Tal exercício não mostrou-se fácil. Entretanto, com suporte em obras de doutrinados renomados, conseguimos constatar o acerto dos Ministros do STF ao decidir pela inconstitucionalidade da Contribuição Previdenciária, seja pela inadequação do veículo introdutor eleito (Lei Ordinária ao invés de necessária Lei Complementar) seja pela base de cálculo inadequada à hipótese de incidência. Por fim, mesmo que tais vícios fossem convalidados pelo tribunal máximo da jurisdição nacional, jamais reconheceriam a legalidade da desconsideração da personalidade jurídica das cooperativas (ficção jurídica essa estabelecida pela Constituição Federal, Código Civil e Lei nº 5.764/71) equiparando os cooperados a meros profissionais autônomos.
7. Bibliografia
ALMEIDA Marcus Elidius Michelli de & Braga, Ricardo Peake (coord.) – Cooperativas à luz do Código Civil – São Paulo : Quartier Latin, 2006.

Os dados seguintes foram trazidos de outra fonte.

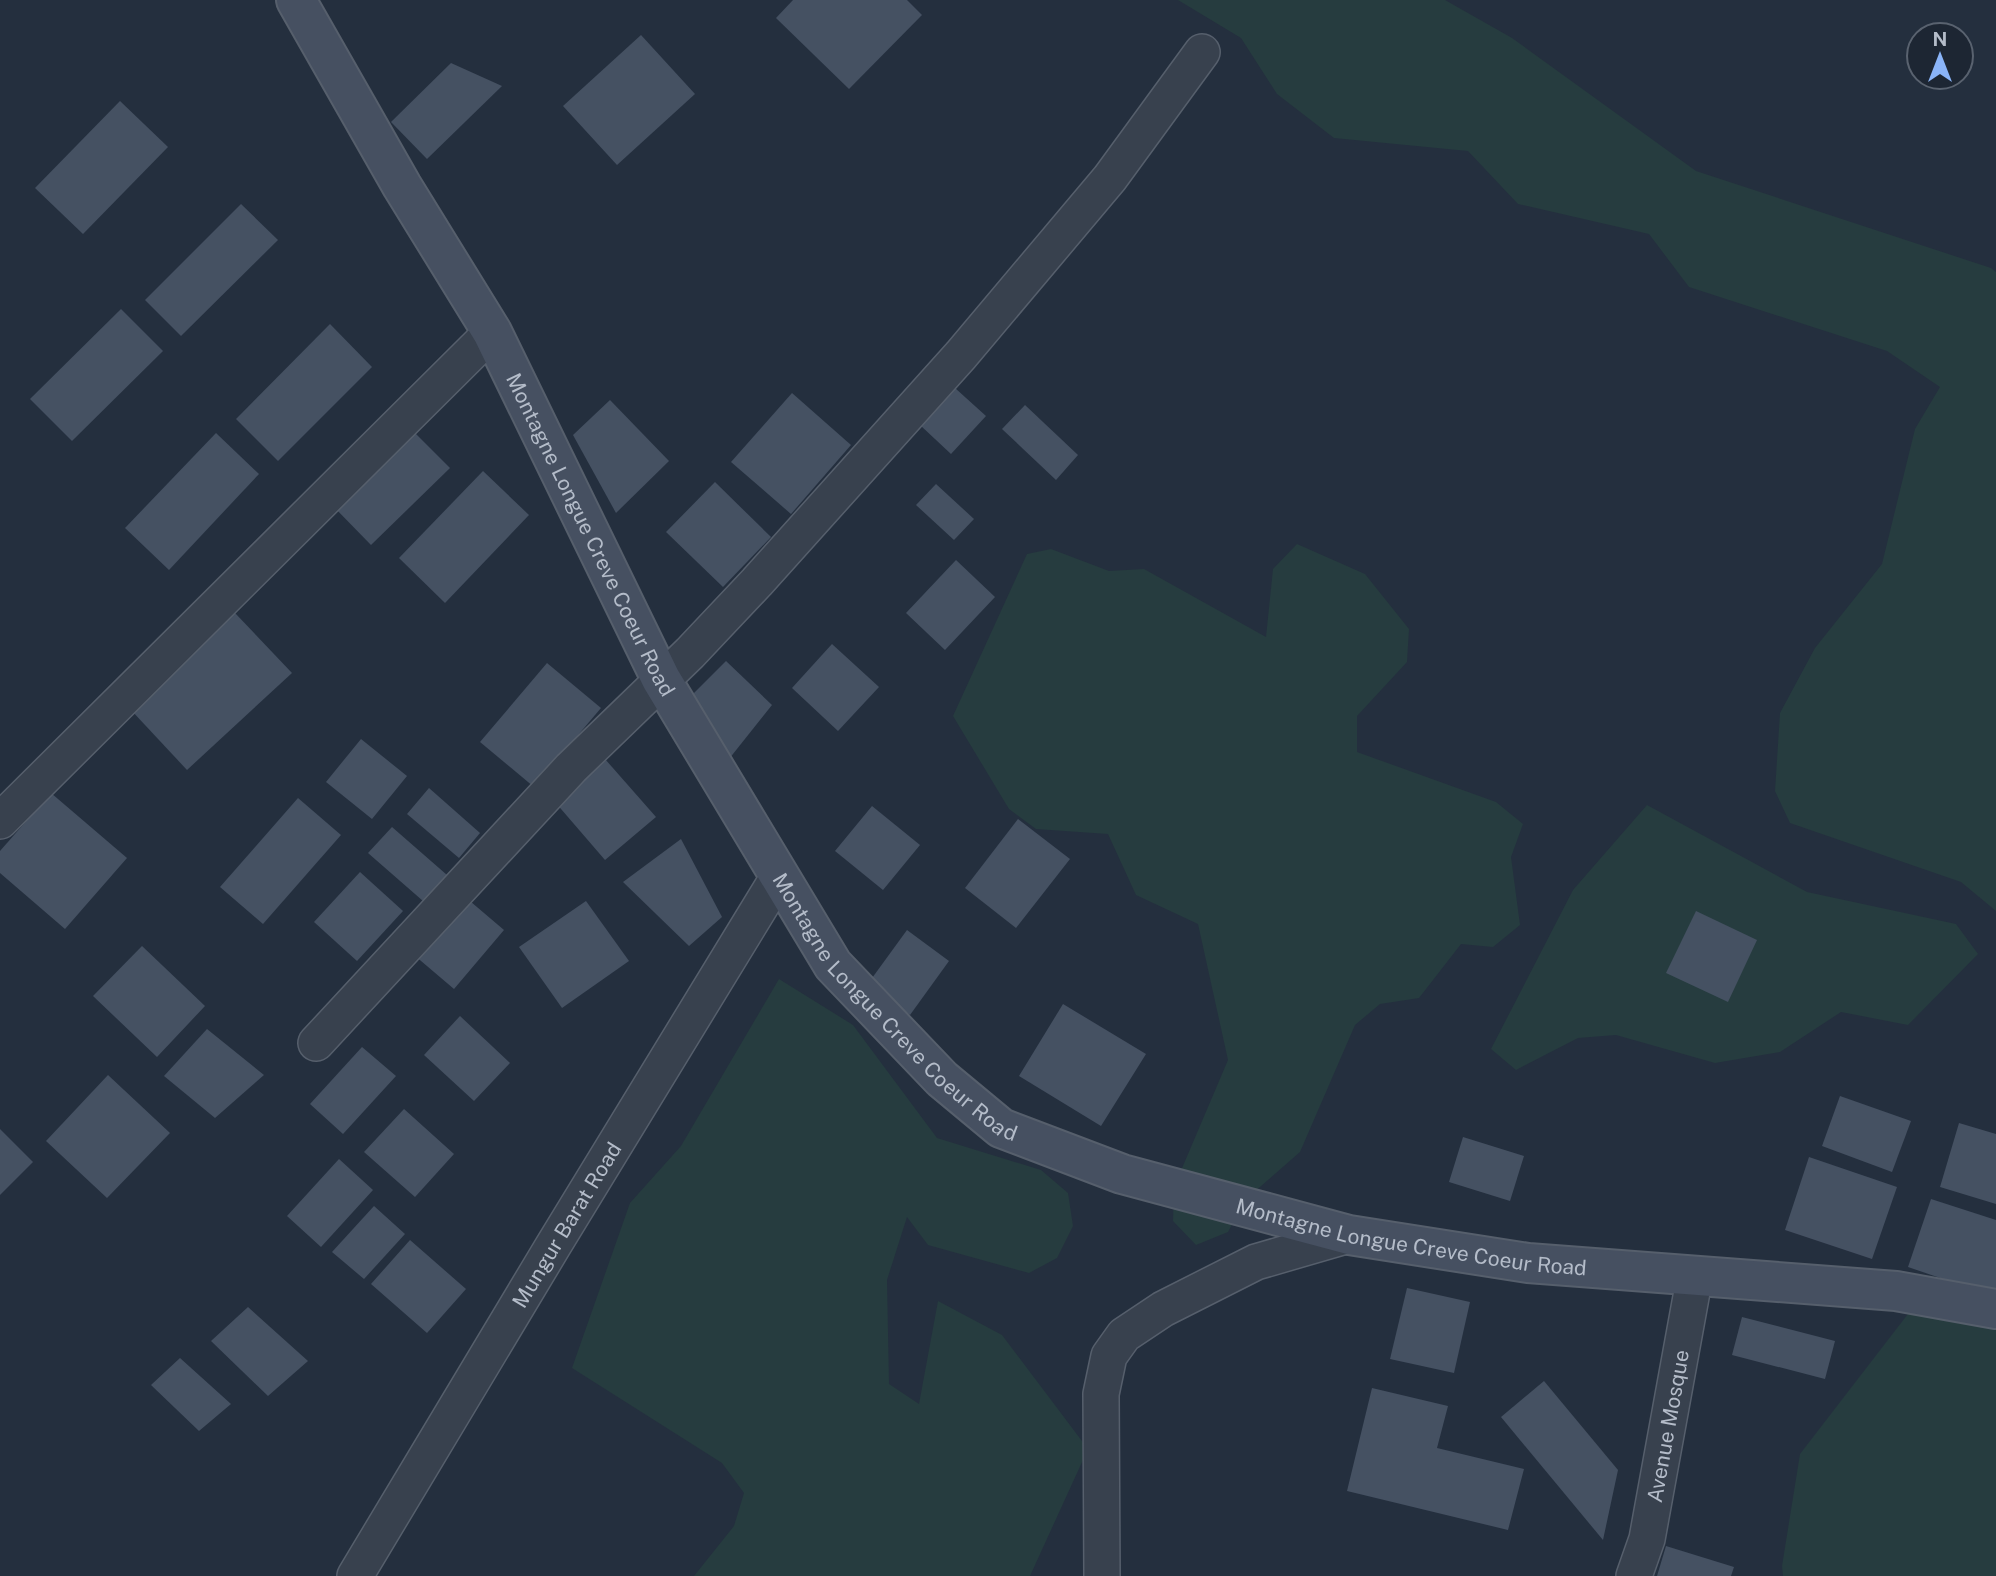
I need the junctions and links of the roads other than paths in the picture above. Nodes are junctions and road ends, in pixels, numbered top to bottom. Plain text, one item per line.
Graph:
1 (296, 0) edge
2 (1202, 52) dead end
3 (492, 332) junction
4 (661, 679) junction
5 (0, 821) edge
6 (779, 876) junction
7 (316, 1043) dead end
8 (1349, 1235) junction
9 (1695, 1275) junction
10 (1996, 1309) edge
11 (355, 1576) edge
12 (1102, 1576) edge
13 (1634, 1576) edge

1 - 3 main road, Montagne Longue Creve Coeur Road
2 - 4 street
3 - 4 main road, Montagne Longue Creve Coeur Road
3 - 5 street
4 - 6 main road, Montagne Longue Creve Coeur Road
4 - 7 street
6 - 8 main road, Montagne Longue Creve Coeur Road
6 - 11 street, Mungur Barat Road
8 - 9 main road, Montagne Longue Creve Coeur Road
8 - 12 street
9 - 10 main road, Montagne Longue Creve Coeur Road
9 - 13 street, Avenue Mosque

ATALIBA, Geraldo. Hipótese de Incidência Tributária, 6ª Ed – São Paulo: Malheiros, 2012.
BARRETO, Paulo Ayres, Contribuições regime jurídico, destinação e controle, 2ª ed. São Paulo : Noeses, 2011.
CARRAZZA, Roque Antônio, Curso de Direito Constitucional Tributário, 28ª Ed. – São Paulo : Saraiva – 2012.
CARVALHO, Paulo de Barros, Curso de direito tributário. 23ª ed., São Paulo: Saraiva, 2011.
MENDES, Gilmar Ferreira, Direitos fundamentais e controle de constitucionalidade: estudos de direito constitucional, 4. Ed. rev. e ampl. – São Paulo : Saraiva, 2012
PANDOLFO, Rafael, Jurisdição constitucional Tributária, reflexos nos processos administrativo e judicial – São Paulo : Noeses, 2012.
PAULSEN, Leandro, Direito tributário, constituição e código tributário à luz da doutrina e jurisprudência – 16º ed. Porto Alegre : Livraria do Advogado, 2014.